溶剂极性对1，5-二羟基蒽醌分子双质子转移过程的影响

具有激发态分子内双质子转移特性的分子在荧光传感器、激光材料、生物分子探针等领域具有广泛的应用. 羟基蒽醌作为蒽醌类化合物是自然界中广泛存在且具有质子转移特性的次级代谢物，其衍生物已被广泛研究并成功应用于染料、免疫增强和抗癌药物. 近年来，1，5-二羟基蒽醌(1，5-DHAQ)作为一种具有两个分子内氢键的羟基蒽醌衍生物受到了广泛的关注. 本文采用飞秒瞬态吸收光谱结合含时密度泛函理论方法研究了溶剂极性对1，5-DHAQ分子激发态分子内双质子转移过程的影响. 1，5-DHAQ分子在甲苯、四氢呋喃和乙腈溶剂中的稳态荧光光谱表明，溶剂极性的改变对1，5-DHAQ的荧光峰位置产生了影响. 瞬态吸收光谱表明，溶剂极性的增大加快了质子转移的速率. 超快动力学拟合结果表明，溶剂极性的增大有助于加快1，5-DHAQ分子中的激发态分子内双质子转移过程. 此外，通过理论计算得到的势能曲线分析表明质子转移的能垒随着溶剂极性的增加而逐渐减小，从而促进1，5-DHAQ分子激发态分子内双质子转移过程的发生，这进一步验证和解释了实验结果. 本工作有助于开发和合成更稳定、高效的羟基蒽醌衍生物.
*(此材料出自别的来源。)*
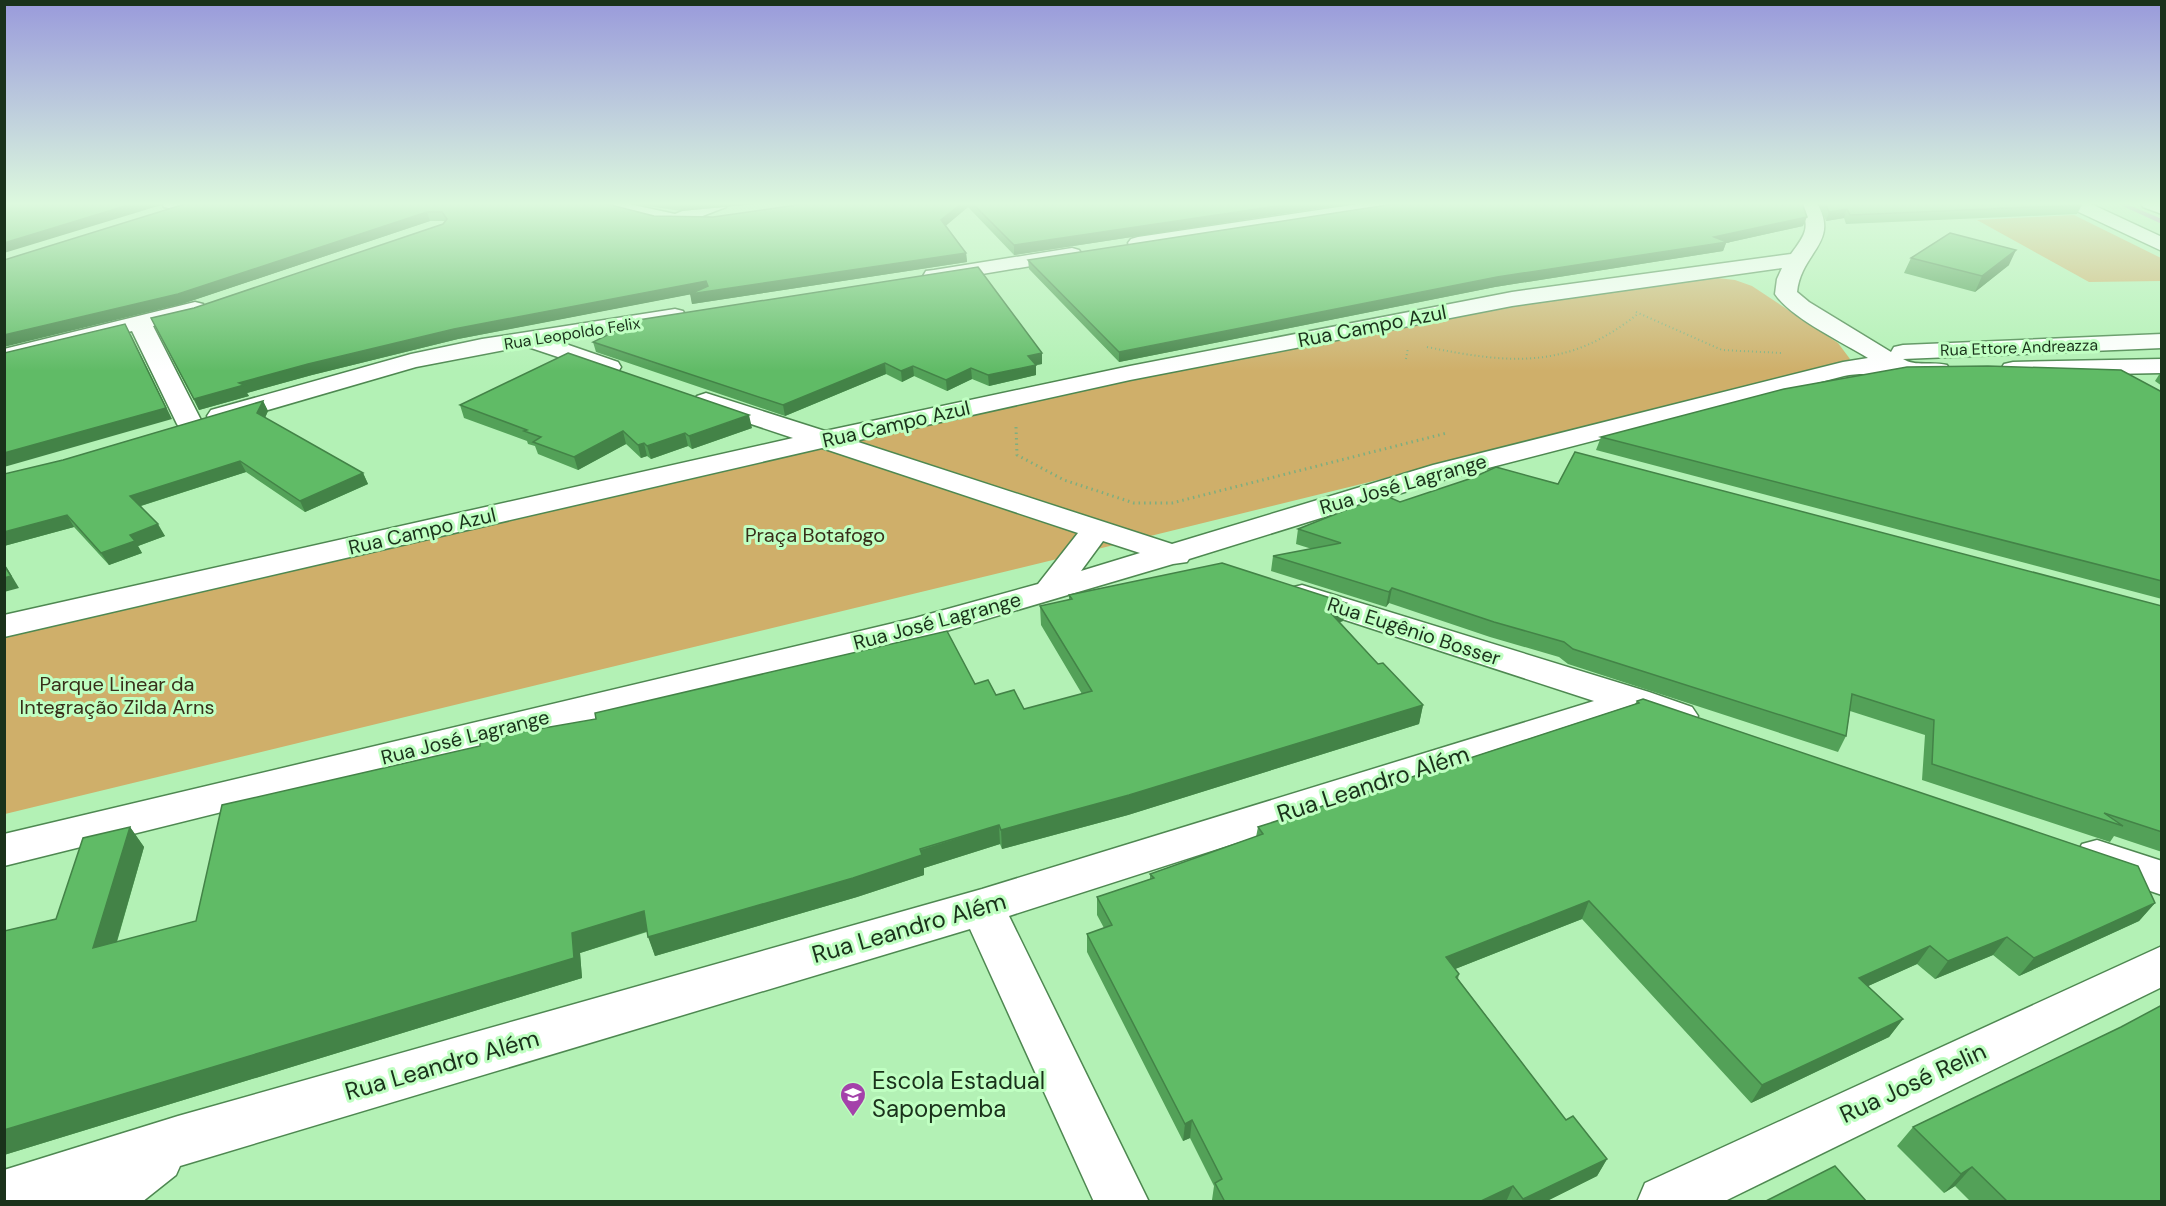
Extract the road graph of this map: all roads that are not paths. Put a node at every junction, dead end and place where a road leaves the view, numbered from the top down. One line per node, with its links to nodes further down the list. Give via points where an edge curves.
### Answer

Effect of Solvent Polarity on Excited-State Double Proton Transfer Process of 1,5-Dihydroxyanthraquinone

The excited-state double proton transfer (ESDPT) properties of 1,5-dihydroxyanthraquinone (1,5-DHAQ) in various solvents were investigated using femtosecond transient absorption spectroscopy and the DFT/TDDFT method. The steady-state fluorescence spectra in toluene, tetrahydrofuran (THF) and acetonitrile (ACN) solvents presented that the solvent polarity has an effect on the position of the ESDPT fluorescence emission peak for the 1,5-DHAQ system. Transient absorption spectra show that the increasing polarity of the solvent accelerates the rate of excited state dynamics. Calculated potential energy curves analysis further verified the experimental results. The ESDPT barrier decreases gradually with the increase of solvent polarity from toluene, THF to ACN solvent. It is convinced that the increase of solvent polarity can promote the occurrence of the ESDPT dynamic processes for the 1,5-DHAQ system. This work clarifies the mechanism of the influence of solvent polarity on the ESDPT process of 1,5-DHAQ, which provides novel ideas for design and synthesis of new hydroxyanthraquinone derivatives.